Older and more frail, 74-year-old Mladic looked pensive at his trial at the International Criminal Tribunal, frequently shaking his head in disagreement. Stories of torture, rape and humiliation of Bosnian Croats and Muslims at the hands of the army Mladic commanded during the 1992 to 1995 Bosnian War were read out.

At one point, Mladic caused the hearing to be adjourned as he angrily shouted insults at the presiding judge, before his verdict was read. He was removed from the courtroom, before his final sentence came down.

“For having committed these crimes, the chamber sentences Mr. Ratko Mladic to life imprisonment,” said Alphons Orie, the presiding judge, reading Mladic’s verdict.

“Guilty” was the verdict on 10 out of the eleven charges Mladic faced, including the genocide of thousands in Srebrenica, and crimes against humanity.

It has been a long road to justice. Mladic was indicted in July 1995, but 16 more years would go by before his arrest. The trial began in the spring of 2012.

“It’s an important achievement, for the office, for international justice, but mainly for the survivors,” said Serge Brammertz, the Chief Prosecutor.

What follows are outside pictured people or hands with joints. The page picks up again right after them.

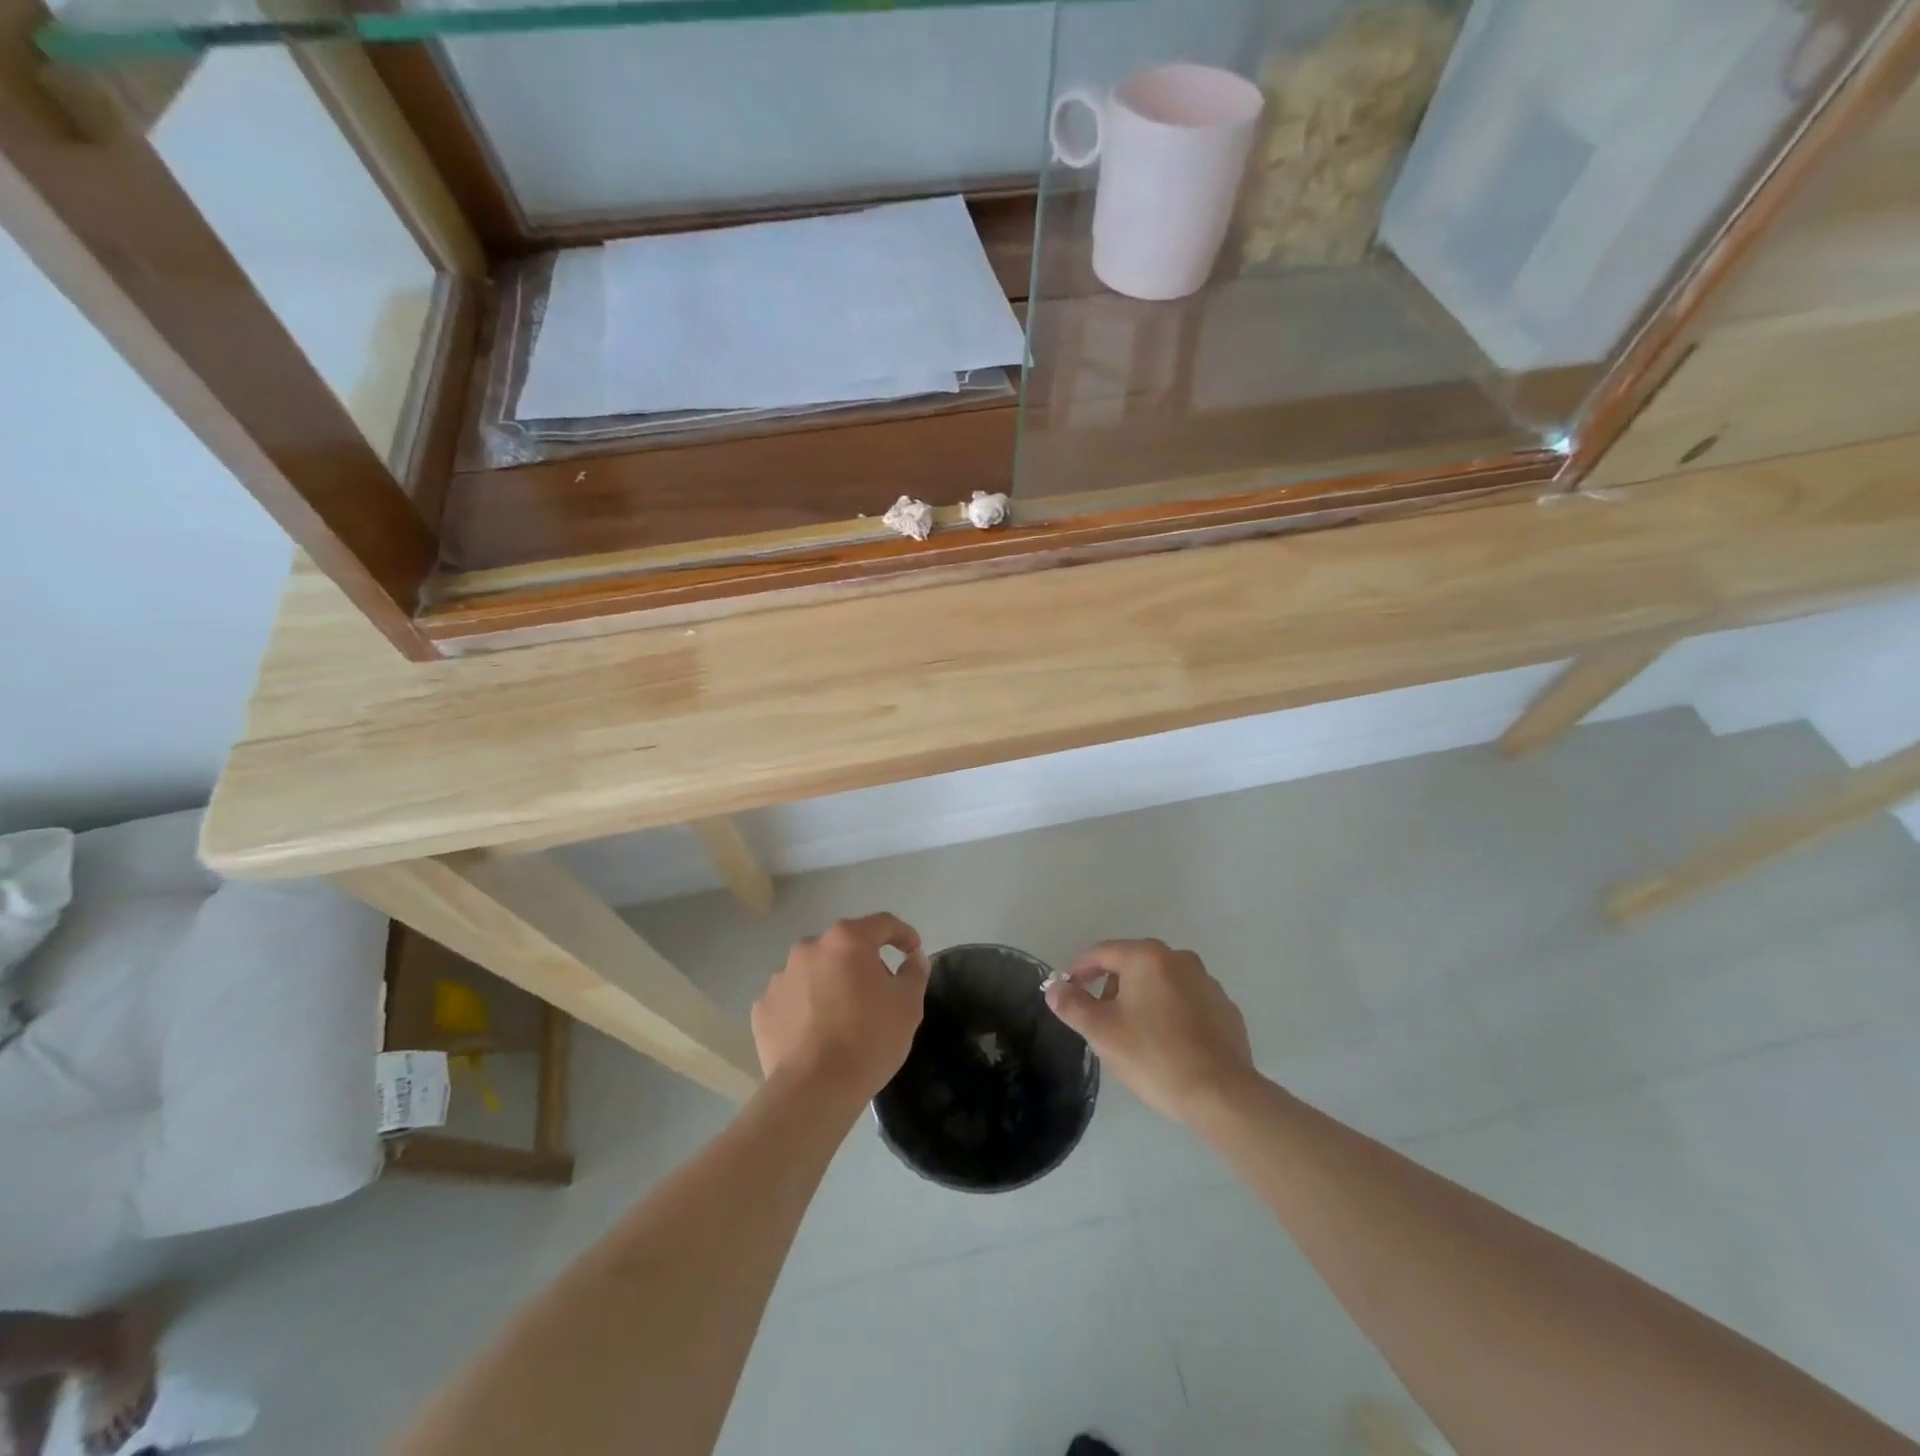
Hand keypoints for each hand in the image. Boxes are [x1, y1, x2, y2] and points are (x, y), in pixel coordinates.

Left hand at [752, 914, 929, 1109]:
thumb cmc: (868, 1039)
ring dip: (831, 983)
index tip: (913, 951)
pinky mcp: (762, 1007)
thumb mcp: (908, 1005)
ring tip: (843, 1016)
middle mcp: (810, 948)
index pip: (882, 924)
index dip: (903, 934)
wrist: (813, 1090)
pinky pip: (792, 998)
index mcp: (847, 940)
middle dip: (863, 962)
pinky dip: (805, 1007)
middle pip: (845, 946)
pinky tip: (815, 1032)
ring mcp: (781, 977)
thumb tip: (913, 958)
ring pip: (815, 971)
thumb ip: (914, 972)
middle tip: (879, 991)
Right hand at [1045, 939, 1256, 1123]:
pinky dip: (1171, 1015)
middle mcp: (1180, 959)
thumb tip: (1054, 988)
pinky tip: (1168, 1045)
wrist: (1221, 1095)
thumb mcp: (1102, 1031)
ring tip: (1135, 1037)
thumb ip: (1073, 1005)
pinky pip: (1187, 1003)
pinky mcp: (1226, 1009)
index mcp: (1147, 957)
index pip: (1102, 953)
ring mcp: (1208, 983)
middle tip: (1101, 1022)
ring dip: (1142, 1001)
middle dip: (1112, 988)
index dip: (1079, 970)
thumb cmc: (1154, 1056)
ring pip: (1161, 984)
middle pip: (1132, 965)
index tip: (1067, 992)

But some survivors were disappointed that Mladic was cleared of one count of genocide in communities outside of Srebrenica.

“As me personally, I couldn’t care less, whether he has got a life sentence or walks free, because he was not convicted with his first count,” said Kelima Dautovik, a survivor of the Bosnian War. “In my town in Prijedor 3,800 civilians have been killed.”

Wednesday’s verdict is the last before the UN war crimes tribunal closes its doors on December 31st.